• Exercise description:
Your reply should be the full listing, copied exactly.

• Dataset entries:
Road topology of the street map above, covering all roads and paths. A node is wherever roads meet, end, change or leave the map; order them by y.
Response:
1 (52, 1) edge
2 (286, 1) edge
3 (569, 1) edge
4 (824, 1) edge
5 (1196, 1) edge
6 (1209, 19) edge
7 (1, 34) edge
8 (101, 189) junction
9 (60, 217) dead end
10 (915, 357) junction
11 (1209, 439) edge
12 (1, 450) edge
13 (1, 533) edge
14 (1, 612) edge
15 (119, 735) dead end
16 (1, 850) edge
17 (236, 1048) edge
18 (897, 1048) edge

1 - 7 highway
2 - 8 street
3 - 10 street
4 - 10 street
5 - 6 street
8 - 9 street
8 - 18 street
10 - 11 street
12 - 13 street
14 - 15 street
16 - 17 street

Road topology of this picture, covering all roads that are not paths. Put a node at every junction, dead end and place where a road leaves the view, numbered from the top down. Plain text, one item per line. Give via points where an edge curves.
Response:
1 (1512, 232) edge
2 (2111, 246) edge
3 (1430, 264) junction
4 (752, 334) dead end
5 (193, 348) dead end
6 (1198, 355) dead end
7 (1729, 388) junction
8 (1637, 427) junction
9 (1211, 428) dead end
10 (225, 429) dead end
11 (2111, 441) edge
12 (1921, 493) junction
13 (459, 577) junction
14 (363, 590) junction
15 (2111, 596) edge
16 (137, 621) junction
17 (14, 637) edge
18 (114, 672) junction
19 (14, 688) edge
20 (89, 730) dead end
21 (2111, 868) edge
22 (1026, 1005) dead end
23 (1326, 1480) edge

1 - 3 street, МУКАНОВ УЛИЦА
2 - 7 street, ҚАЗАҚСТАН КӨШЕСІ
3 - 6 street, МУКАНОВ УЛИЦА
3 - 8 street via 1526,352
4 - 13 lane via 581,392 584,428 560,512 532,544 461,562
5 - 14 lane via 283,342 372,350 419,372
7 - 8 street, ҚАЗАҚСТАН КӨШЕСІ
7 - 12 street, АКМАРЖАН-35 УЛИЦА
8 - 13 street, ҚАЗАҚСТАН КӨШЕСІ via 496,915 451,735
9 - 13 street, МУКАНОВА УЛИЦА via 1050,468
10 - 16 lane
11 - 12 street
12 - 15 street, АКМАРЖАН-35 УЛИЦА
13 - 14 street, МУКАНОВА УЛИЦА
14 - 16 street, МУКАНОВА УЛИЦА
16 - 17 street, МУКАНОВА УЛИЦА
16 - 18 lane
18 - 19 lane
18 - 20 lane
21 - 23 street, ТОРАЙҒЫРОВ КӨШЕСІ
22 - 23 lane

• Your response:
Road topology of the street map above, covering all roads and paths. A node is wherever roads meet, end, change or leave the map; order them by y.
Response:
1 (52, 1) edge
2 (286, 1) edge
3 (569, 1) edge
4 (824, 1) edge
5 (1196, 1) edge
6 (1209, 19) edge
7 (1, 34) edge
8 (101, 189) junction
9 (60, 217) dead end
10 (915, 357) junction
11 (1209, 439) edge
12 (1, 450) edge
13 (1, 533) edge
14 (1, 612) edge
15 (119, 735) dead end
16 (1, 850) edge
17 (236, 1048) edge
18 (897, 1048) edge

1 - 7 highway
2 - 8 street
3 - 10 street
4 - 10 street
5 - 6 street
8 - 9 street
8 - 18 street
10 - 11 street
12 - 13 street
14 - 15 street
16 - 17 street

Road topology of this picture, covering all roads that are not paths. Put a node at every junction, dead end and place where a road leaves the view, numbered from the top down. Plain text, one item per line. Give via points where an edge curves.
Response:
1 (1512, 232) edge
2 (2111, 246) edge
3 (1430, 264) junction
4 (752, 334) dead end
5 (193, 348) dead end
6 (1198, 355) dead end
7 (1729, 388) junction
8 (1637, 427) junction
9 (1211, 428) dead end
10 (225, 429) dead end
11 (2111, 441) edge
12 (1921, 493) junction
13 (459, 577) junction
14 (363, 590) junction
15 (2111, 596) edge
16 (137, 621) junction
17 (14, 637) edge
18 (114, 672) junction
19 (14, 688) edge
20 (89, 730) dead end
21 (2111, 868) edge
22 (1026, 1005) dead end
23 (1326, 1480) edge

1 - 3 street, МУКАНОВ УЛИЦА
2 - 7 street, ҚАЗАҚСТАН КӨШЕСІ
3 - 6 street, МУКАНОВ УЛИЦА
3 - 8 street via 1526,352
4 - 13 lane via 581,392 584,428 560,512 532,544 461,562
5 - 14 lane via 283,342 372,350 419,372
7 - 8 street, ҚАЗАҚСТАН КӨШЕСІ
7 - 12 street, АКМАРЖАН-35 УЛИЦА
8 - 13 street, ҚАЗАҚСТАН КӨШЕСІ via 496,915 451,735
9 - 13 street, МУКАНОВА УЛИЦА via 1050,468
10 - 16 lane
11 - 12 street
12 - 15 street, АКМАРЖАН-35 УЛИЦА
13 - 14 street, МУКАНОВА УЛИЦА
14 - 16 street, МУКАНОВА УЛИЦА
16 - 17 street, МУКАНОВА УЛИЦА
16 - 18 lane
18 - 19 lane
18 - 20 lane
21 - 23 street, ТОРАЙҒЫРОВ КӨШЕСІ
22 - 23 lane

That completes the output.